[Task to carry out] Exact transcription of the data below is required, without the images.

[Records provided]
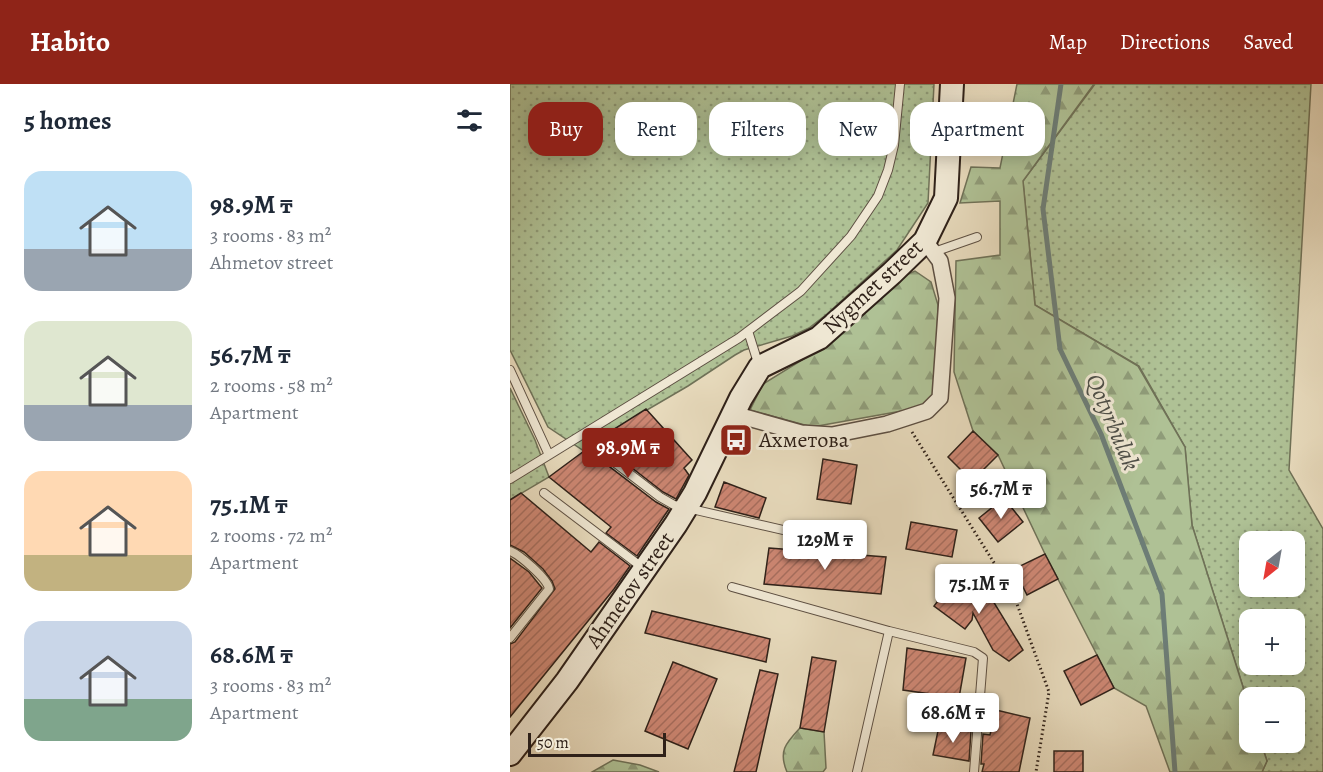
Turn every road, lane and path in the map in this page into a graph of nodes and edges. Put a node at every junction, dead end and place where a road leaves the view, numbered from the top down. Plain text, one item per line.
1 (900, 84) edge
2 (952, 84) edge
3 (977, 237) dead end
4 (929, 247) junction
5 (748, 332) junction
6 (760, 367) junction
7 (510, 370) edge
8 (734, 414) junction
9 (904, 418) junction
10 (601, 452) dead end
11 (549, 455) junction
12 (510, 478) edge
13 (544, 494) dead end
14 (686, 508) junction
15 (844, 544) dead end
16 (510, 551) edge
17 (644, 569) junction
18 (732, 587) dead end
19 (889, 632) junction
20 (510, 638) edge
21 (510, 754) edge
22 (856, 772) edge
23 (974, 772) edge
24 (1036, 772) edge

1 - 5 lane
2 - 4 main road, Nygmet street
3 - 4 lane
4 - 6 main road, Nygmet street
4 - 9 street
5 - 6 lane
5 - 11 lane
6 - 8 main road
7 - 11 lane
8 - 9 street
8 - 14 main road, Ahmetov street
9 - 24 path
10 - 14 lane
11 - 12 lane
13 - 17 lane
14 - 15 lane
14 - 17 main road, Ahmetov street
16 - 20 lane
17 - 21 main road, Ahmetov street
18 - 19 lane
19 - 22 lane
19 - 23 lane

[Task output]
Turn every road, lane and path in the map in this page into a graph of nodes and edges. Put a node at every junction, dead end and place where a road leaves the view, numbered from the top down. Plain text, one item per line.
1 (900, 84) edge
2 (952, 84) edge
3 (977, 237) dead end
4 (929, 247) junction
5 (748, 332) junction
6 (760, 367) junction
7 (510, 370) edge
8 (734, 414) junction
9 (904, 418) junction
10 (601, 452) dead end
11 (549, 455) junction
12 (510, 478) edge
13 (544, 494) dead end
14 (686, 508) junction
15 (844, 544) dead end
16 (510, 551) edge
17 (644, 569) junction
18 (732, 587) dead end
19 (889, 632) junction
20 (510, 638) edge
21 (510, 754) edge
22 (856, 772) edge
23 (974, 772) edge
24 (1036, 772) edge

1 - 5 lane
2 - 4 main road, Nygmet street
3 - 4 lane
4 - 6 main road, Nygmet street
4 - 9 street
5 - 6 lane
5 - 11 lane
6 - 8 main road
7 - 11 lane
8 - 9 street
8 - 14 main road, Ahmetov street
9 - 24 path
10 - 14 lane
11 - 12 lane
13 - 17 lane
14 - 15 lane
14 - 17 main road, Ahmetov street
16 - 20 lane
17 - 21 main road, Ahmetov street
18 - 19 lane
19 - 22 lane
19 - 23 lane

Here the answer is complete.